PTL:Tungsten

From ChemEd Collaborative

Tungsten

Tungsten is a transition metal in Group VIB (Group 6) and the 6th period. It has oxidation numbers ranging from 0 to +6, with +6 being common and +2, +3, +4, and +5 less so. Other members of Group VIB are chromium (Cr) and molybdenum (Mo). In the solid state, the metal has a body-centered cubic structure.

1 Discovered
2 Name
3 Characteristics
4 Thermodynamic Characteristics
5 Uses
6 Emission Spectra

Discovered

The elements of Group VIB were all discovered in a 20 year period at the end of the 18th century. In 1781 the Swedish chemist Scheele, along with Bergman, isolated an oxide of an unknown element from the mineral scheelite (CaWO₄), then called "tungsten", from the Swedish tung sten for "heavy stone". Two years later Spanish brothers J.J. and F.d'Elhuyar isolated the same oxide from the mineral wolframite [(Fe, Mn)WO₄], and they obtained the metal by reducing the oxide with charcoal.

WO₃(s) + 3 C(s) W(s) + 3 CO(g)

Minerals Containing Tungsten
Scheelite	Wolframite

Name

The name "wolfram", from which the symbol W is derived, is the internationally recommended name and is still used in the German literature.
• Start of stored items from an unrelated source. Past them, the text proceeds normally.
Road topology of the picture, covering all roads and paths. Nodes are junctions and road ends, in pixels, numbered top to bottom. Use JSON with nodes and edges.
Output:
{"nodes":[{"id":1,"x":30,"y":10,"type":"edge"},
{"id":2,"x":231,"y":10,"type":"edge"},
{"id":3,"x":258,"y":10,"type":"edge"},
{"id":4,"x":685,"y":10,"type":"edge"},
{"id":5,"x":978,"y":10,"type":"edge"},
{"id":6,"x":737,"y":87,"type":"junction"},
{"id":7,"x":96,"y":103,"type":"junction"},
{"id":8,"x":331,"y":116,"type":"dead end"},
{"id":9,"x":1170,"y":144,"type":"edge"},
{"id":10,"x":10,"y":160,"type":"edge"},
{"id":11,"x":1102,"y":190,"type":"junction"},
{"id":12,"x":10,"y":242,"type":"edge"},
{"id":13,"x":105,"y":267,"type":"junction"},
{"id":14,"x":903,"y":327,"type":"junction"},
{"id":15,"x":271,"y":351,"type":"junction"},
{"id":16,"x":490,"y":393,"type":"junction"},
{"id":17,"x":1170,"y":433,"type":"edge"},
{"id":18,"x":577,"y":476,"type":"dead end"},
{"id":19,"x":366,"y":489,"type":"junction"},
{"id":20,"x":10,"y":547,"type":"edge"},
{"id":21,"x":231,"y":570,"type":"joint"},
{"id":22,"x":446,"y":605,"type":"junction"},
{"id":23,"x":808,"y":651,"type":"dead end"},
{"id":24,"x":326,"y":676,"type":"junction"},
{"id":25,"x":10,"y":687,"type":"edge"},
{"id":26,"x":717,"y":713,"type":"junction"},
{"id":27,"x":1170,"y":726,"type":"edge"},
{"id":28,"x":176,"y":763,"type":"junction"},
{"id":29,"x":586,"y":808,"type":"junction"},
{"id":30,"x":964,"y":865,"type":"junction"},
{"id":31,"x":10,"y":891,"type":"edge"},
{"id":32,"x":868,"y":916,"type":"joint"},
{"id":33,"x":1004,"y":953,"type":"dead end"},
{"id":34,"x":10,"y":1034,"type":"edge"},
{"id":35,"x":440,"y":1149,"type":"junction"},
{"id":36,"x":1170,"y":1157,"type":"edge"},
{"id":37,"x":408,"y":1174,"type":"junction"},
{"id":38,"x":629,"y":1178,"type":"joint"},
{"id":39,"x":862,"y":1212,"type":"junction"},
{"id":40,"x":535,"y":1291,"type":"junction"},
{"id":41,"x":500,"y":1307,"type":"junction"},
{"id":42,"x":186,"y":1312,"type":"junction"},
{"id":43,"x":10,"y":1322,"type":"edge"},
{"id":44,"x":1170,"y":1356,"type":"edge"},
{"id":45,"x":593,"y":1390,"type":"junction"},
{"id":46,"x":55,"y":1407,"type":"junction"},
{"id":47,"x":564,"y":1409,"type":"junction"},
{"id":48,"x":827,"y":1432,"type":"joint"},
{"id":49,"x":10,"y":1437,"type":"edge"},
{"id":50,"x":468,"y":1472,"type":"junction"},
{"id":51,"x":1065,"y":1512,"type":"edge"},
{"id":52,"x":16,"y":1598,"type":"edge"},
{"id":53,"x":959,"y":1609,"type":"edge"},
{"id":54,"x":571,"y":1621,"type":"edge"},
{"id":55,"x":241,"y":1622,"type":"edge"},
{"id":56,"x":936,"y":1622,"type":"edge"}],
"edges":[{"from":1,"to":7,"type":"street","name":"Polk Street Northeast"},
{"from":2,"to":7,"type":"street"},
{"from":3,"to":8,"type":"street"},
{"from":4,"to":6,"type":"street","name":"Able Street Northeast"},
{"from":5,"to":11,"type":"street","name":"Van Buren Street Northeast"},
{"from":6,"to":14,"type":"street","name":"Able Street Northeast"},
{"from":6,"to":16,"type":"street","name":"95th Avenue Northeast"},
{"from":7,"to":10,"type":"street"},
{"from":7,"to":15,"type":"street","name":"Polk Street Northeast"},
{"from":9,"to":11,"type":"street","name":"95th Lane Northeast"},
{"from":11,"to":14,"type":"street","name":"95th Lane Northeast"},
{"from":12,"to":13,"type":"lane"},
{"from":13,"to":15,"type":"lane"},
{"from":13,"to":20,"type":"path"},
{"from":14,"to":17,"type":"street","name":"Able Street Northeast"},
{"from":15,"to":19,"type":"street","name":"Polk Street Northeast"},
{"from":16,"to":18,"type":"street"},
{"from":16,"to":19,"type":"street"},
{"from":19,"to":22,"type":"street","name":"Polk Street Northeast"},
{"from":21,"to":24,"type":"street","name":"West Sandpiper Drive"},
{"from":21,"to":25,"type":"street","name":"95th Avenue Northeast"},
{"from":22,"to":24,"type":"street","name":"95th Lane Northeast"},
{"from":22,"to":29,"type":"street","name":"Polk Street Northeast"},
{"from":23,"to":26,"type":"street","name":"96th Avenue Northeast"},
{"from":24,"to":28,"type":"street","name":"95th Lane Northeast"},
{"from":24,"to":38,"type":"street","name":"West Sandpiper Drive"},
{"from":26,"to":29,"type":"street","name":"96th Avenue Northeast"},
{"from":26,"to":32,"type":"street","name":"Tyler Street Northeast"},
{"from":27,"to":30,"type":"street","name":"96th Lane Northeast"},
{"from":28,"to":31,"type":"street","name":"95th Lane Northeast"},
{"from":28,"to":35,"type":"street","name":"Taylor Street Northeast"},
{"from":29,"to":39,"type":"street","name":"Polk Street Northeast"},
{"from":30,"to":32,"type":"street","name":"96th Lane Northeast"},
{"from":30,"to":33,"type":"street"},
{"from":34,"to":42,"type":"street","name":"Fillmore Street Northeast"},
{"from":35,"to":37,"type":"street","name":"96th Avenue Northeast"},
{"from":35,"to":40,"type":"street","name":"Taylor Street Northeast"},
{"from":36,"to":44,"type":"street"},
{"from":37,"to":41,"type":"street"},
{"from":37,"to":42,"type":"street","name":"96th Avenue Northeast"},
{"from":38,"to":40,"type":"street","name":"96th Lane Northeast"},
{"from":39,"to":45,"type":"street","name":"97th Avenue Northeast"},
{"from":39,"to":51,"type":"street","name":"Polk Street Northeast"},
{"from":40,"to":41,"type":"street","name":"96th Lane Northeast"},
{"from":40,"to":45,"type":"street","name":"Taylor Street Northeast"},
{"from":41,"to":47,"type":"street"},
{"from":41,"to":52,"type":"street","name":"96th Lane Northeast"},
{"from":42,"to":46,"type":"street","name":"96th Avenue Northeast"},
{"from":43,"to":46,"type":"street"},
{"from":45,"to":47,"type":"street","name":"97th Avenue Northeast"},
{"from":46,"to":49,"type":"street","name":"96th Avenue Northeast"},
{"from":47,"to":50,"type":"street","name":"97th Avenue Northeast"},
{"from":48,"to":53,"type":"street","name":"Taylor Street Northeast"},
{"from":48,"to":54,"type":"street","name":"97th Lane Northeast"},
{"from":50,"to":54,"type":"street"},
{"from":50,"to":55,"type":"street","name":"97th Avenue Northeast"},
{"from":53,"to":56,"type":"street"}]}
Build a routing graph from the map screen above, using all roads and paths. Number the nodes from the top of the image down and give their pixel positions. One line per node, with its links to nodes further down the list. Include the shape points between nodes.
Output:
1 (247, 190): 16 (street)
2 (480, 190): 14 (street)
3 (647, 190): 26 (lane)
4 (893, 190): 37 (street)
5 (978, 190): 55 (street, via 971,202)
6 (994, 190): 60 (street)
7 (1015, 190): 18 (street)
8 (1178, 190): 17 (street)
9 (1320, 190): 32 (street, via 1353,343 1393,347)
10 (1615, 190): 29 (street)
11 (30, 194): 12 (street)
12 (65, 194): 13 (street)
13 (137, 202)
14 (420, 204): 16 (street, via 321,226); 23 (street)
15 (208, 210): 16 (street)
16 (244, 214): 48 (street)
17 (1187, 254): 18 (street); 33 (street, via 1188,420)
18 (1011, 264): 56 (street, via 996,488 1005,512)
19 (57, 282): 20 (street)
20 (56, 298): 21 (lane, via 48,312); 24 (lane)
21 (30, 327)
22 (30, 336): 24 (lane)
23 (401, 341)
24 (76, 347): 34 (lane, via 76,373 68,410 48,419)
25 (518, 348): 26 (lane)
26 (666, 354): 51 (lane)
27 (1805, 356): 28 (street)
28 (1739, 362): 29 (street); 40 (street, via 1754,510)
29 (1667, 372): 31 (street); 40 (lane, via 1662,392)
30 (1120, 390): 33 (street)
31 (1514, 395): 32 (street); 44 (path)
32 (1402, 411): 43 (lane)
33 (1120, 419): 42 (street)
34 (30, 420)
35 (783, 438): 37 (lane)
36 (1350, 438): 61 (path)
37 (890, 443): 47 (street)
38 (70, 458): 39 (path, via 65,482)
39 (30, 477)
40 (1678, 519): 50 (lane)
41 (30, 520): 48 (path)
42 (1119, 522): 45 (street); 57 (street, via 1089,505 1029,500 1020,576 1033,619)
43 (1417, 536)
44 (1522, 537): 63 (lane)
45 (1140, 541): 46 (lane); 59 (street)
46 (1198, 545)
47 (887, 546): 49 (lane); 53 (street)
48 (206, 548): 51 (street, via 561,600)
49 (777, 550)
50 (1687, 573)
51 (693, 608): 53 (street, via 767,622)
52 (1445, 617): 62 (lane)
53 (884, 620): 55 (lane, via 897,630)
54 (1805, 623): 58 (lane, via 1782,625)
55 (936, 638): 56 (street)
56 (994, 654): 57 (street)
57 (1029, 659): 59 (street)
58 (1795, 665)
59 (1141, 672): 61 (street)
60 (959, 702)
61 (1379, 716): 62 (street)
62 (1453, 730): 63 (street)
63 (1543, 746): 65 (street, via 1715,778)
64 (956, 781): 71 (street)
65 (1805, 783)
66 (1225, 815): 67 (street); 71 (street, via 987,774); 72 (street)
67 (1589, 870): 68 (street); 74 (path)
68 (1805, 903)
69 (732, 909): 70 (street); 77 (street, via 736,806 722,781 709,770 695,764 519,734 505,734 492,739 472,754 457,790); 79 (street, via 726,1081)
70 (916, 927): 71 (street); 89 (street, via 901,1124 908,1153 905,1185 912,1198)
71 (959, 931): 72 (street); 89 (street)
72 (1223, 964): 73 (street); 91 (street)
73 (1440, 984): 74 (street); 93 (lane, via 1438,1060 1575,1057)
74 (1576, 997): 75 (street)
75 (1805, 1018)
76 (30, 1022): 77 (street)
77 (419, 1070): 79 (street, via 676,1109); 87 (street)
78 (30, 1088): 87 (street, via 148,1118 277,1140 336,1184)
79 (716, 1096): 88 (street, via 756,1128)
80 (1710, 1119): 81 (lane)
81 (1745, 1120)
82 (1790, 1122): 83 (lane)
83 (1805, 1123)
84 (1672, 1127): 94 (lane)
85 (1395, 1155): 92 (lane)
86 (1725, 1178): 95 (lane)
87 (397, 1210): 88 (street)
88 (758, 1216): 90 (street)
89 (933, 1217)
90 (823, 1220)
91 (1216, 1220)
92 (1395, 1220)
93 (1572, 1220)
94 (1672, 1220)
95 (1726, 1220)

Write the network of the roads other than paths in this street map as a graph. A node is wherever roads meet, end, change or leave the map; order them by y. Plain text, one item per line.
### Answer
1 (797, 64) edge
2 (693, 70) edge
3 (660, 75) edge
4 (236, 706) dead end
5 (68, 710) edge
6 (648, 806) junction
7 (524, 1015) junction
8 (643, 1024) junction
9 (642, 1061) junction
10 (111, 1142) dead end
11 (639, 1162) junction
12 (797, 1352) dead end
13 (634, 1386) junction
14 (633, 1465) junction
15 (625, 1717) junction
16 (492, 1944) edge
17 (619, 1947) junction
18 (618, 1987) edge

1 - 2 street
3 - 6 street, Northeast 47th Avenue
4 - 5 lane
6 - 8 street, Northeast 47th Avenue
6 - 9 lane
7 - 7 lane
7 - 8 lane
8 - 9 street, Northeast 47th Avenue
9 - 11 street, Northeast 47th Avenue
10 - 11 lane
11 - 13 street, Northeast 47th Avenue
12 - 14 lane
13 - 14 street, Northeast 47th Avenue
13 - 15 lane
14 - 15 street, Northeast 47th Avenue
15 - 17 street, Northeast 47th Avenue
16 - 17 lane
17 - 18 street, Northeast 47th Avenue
However, tungsten is used in the English-speaking world.

Characteristics

Tungsten's abundance in the earth's crust is about the same as that of molybdenum (about 1.2 ppm).

The pure metal is steel-gray and can be forged, spun, drawn into wire, or extruded. It has the highest melting point and lowest vapor pressure of all the known metals and so is an ideal material for [lamp filaments]. Its coefficient of thermal expansion is about the same as that of borosilicate glass, so it is excellent for making metal-to-glass seals. Although it will oxidize in air at high temperature, it is quite resistant to corrosion and is attacked only slightly by mineral acids.

Thermodynamic Characteristics

Studies of tungsten show that it has many abnormal thermodynamic properties. It has a high melting point, entropy of fusion, and expansion on melting. Of all the elements, it is only second to the graphite form of carbon for its melting point. These abnormal properties are believed to come from tungsten’s structural dependence on its d-electron states.

Because of its high melting point, the actual temperature of Tungsten is measured in many experiments using the brightness of the Tungsten calculated with a disappearing filament optical pyrometer. This gives the brightness temperature of Tungsten which is then converted into the actual temperature using the Wien’s equation.

Uses

Tungsten is used in lamp filaments as well as in drill tips and other cutting tools

Tungsten disulfide, WS₂, is made by heating the metal with sulfur at 900°C. It forms an adhering, soft film on a variety of surfaces and is a good lubricant. (Note: MoS2 is also an excellent lubricant.)

Tungsten carbide, WC, is an interstitial compound. It is very stable to high temperatures and very hard. As a result it is used in [cutting tools]. About 67% of the tungsten produced is used in this manner.